A guarda costeira líbia intercetou hoje no Mediterrâneo mais de 80 migrantes que tentavam alcançar as costas europeias e reenviou-os para solo líbio, que não é considerado um porto seguro, divulgou a Organização Internacional para as Migrações (OIM).

Mais de 80 pessoas intercetadas no Mediterrâneo e reenviadas para a Líbia

Segundo a agência integrada no sistema da ONU, estas pessoas serão provavelmente reencaminhadas para centros de detenção migratórios (maioritariamente geridos por milícias locais), cujas condições classificadas como desumanas têm sido frequentemente denunciadas por diversas organizações internacionais e organizações não-governamentais (ONG).

"Até agora, este ano, cerca de 300 pessoas, incluindo mulheres e crianças, foram devolvidas ao país e acabaram detidas", denunciou a OIM.

"Reiteramos que ninguém deve ser devolvido para a Líbia", reforçou a organização liderada pelo português António Vitorino.

Na sua página na rede social Twitter, a OIM publicou imagens nas quais é possível ver funcionários da organização a falarem com migrantes, a grande maioria africanos, num cais líbio.

Esta é a segunda intercetação de migrantes pelas forças marítimas da Líbia em poucos dias.

Na quinta-feira, a OIM anunciou que a Marinha líbia tinha reenviado para aquele país outros 86 migrantes, incluindo sete mulheres e 19 crianças, que tinham sido intercetados no mar Mediterrâneo.

Devido à situação do país, imerso num caos político e securitário desde a queda do regime de Muhammar Kadhafi em 2011, a Líbia não é considerada um porto seguro.

A Líbia tornou-se nos últimos anos uma placa giratória para centenas de milhares de migrantes, sobretudo africanos e árabes que tentam fugir de conflitos, violência e da pobreza, que procuram alcançar a Europa através do mar Mediterrâneo.

As denúncias sobre as condições desumanas e as violações dos direitos das pessoas mantidas em centros de detenção de migrantes na Líbia também são frequentes.

O país, que possui as reservas de petróleo mais importantes no continente africano, faz parte da chamada rota do Mediterrâneo Central, encarada como uma das mais mortais, que sai da Argélia, Tunísia e Líbia em direção à Itália e a Malta.

Esta semana, a OIM e o Alto Comissariado da ONU para os Refugiados (ACNUR) divulgaram que pelo menos 43 pessoas tinham morrido num naufrágio ocorrido na terça-feira ao largo das costas líbias.

Tratou-se do primeiro desastre marítimo de 2021 envolvendo migrantes que tentam alcançar as costas europeias.

De acordo com a OIM, que citou sobreviventes do naufrágio, as vítimas mortais eram todas migrantes do sexo masculino oriundos de países da África Ocidental.

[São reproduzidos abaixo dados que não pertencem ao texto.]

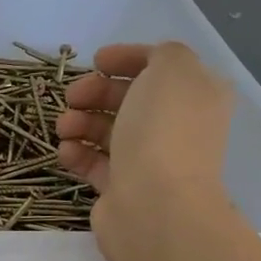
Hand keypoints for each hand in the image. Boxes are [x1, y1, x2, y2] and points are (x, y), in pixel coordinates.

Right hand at [55, 41, 235, 246]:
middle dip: (96, 93)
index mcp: (197, 97)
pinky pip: (96, 164)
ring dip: (80, 122)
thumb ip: (162, 54)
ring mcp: (150, 161)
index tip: (96, 61)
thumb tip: (147, 67)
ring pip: (109, 131)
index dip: (127, 59)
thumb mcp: (172, 70)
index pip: (160, 68)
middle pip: (129, 99)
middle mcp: (177, 127)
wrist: (155, 206)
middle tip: (72, 96)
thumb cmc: (162, 132)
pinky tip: (66, 152)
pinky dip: (78, 154)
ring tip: (64, 128)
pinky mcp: (124, 189)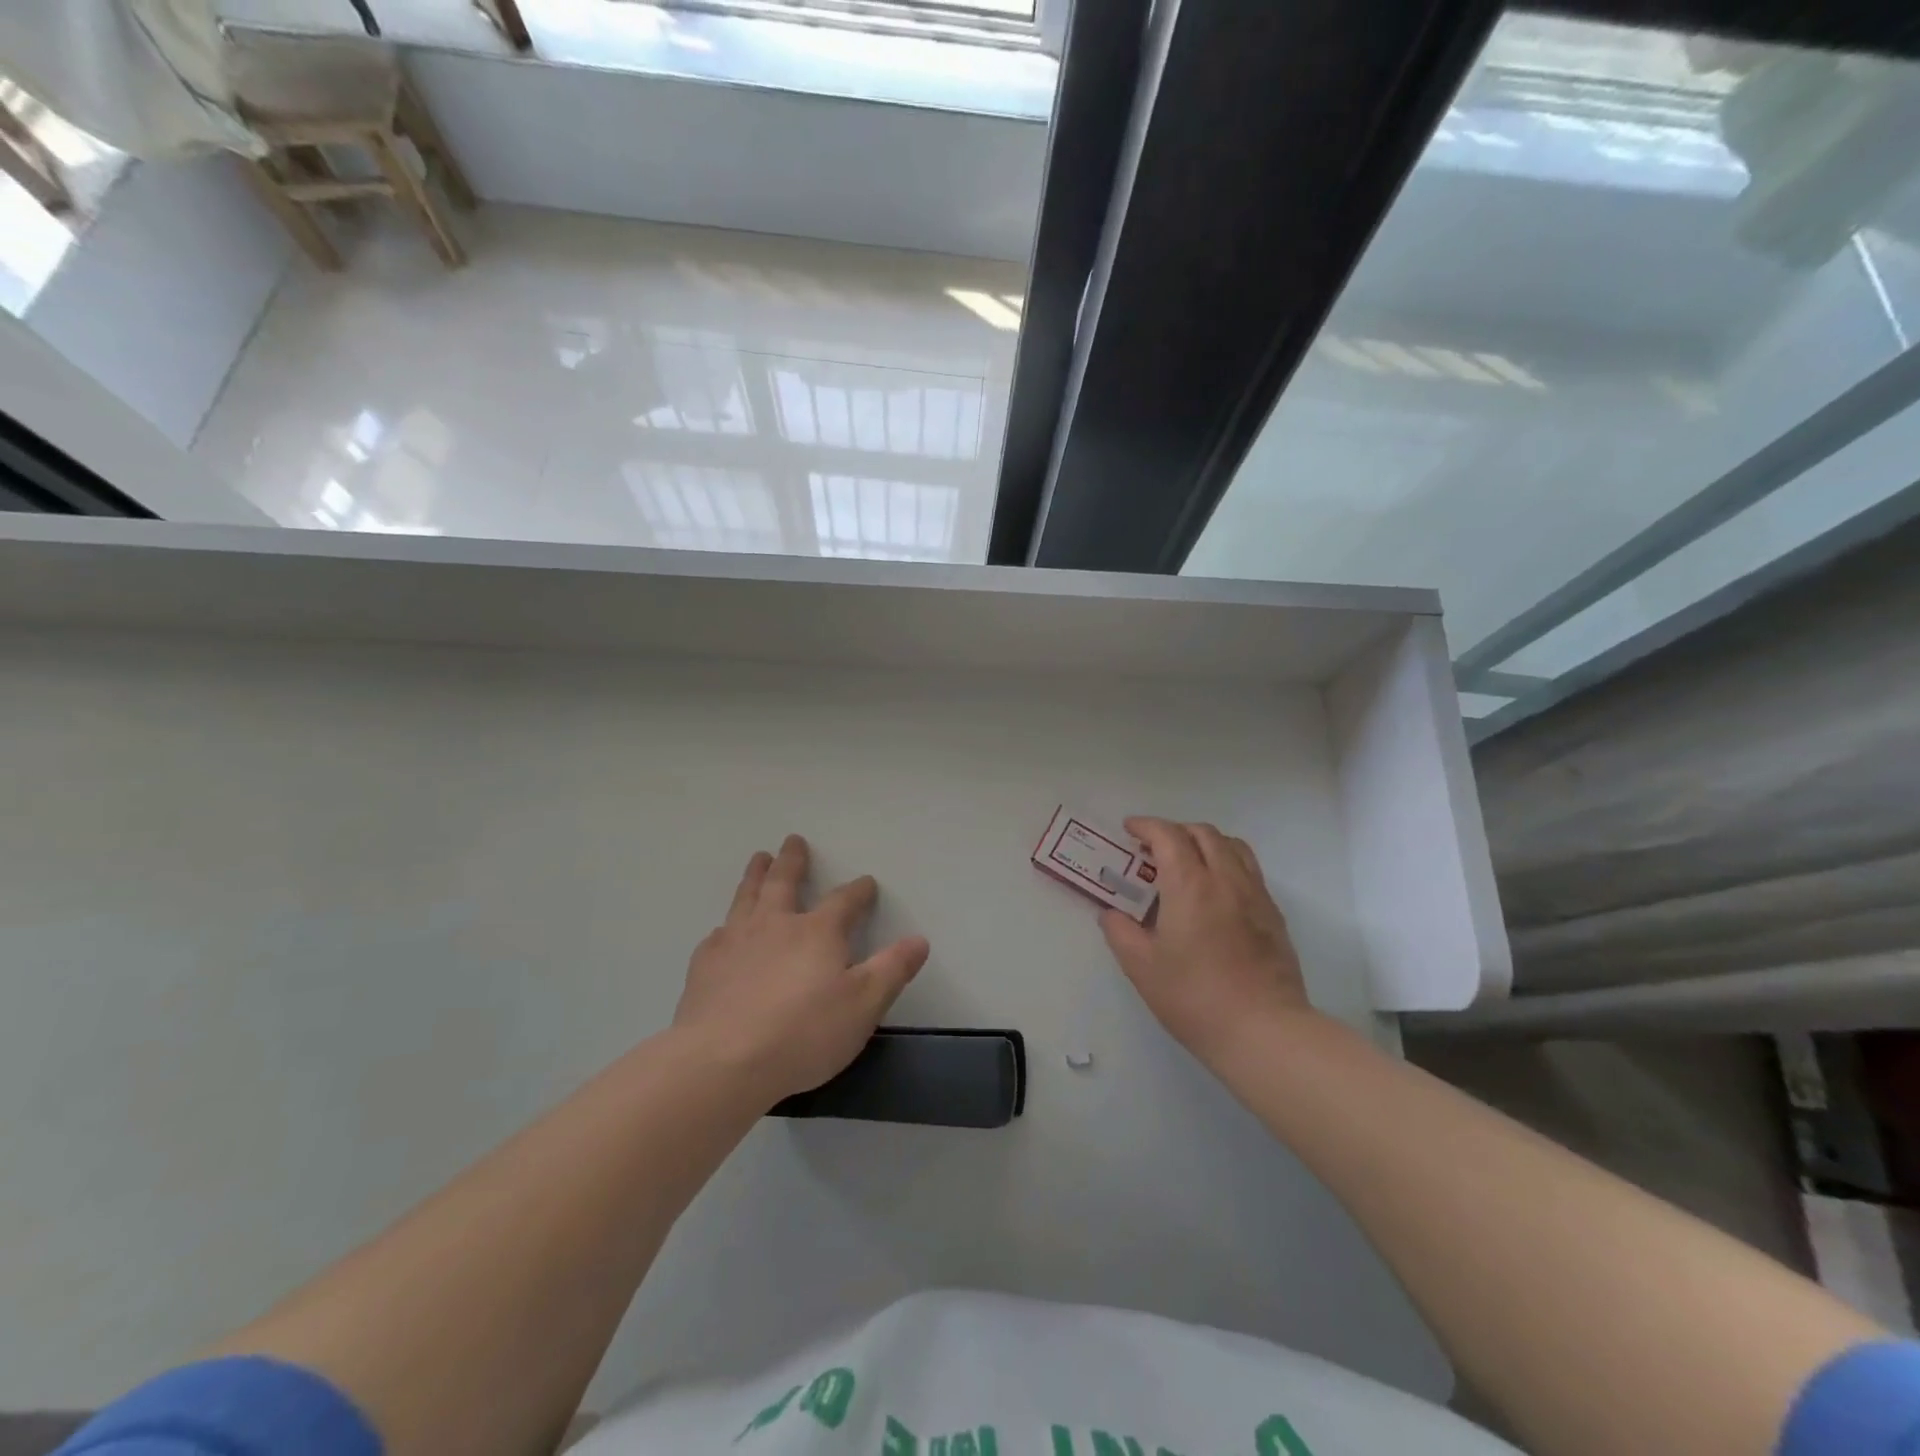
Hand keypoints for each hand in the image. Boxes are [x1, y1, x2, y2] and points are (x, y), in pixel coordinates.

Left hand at [674, 834, 929, 1103]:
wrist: (724, 1061)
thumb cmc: (804, 1033)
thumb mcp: (864, 1005)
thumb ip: (892, 970)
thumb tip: (919, 940)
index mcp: (818, 931)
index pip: (844, 901)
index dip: (858, 891)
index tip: (866, 882)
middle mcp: (775, 924)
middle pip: (784, 882)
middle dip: (793, 861)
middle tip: (793, 841)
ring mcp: (736, 941)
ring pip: (747, 897)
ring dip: (756, 875)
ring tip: (759, 859)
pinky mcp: (705, 965)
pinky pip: (718, 935)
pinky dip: (726, 926)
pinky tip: (723, 931)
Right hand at [1101, 818, 1312, 1065]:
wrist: (1263, 1031)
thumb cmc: (1194, 997)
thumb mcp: (1142, 967)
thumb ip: (1120, 932)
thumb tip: (1111, 913)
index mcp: (1190, 885)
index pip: (1168, 836)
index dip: (1146, 826)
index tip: (1129, 830)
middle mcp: (1226, 879)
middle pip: (1203, 833)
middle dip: (1175, 831)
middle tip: (1153, 848)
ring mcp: (1255, 895)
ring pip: (1233, 846)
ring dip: (1205, 842)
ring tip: (1188, 861)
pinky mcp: (1273, 915)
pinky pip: (1250, 870)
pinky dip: (1227, 863)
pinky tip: (1216, 892)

Ao longo dos últimos anos, a União Europeia (UE) apoiou a guarda costeira líbia e outras forças locais para tentar conter a saída de migrantes em direção à Europa.

Várias ONG de defesa dos direitos humanos sempre denunciaram que tais esforços tinham deixado os migrantes à mercê de grupos armados locais ou retidos em centros de detenção sobrelotados e com condições de vida muito precárias.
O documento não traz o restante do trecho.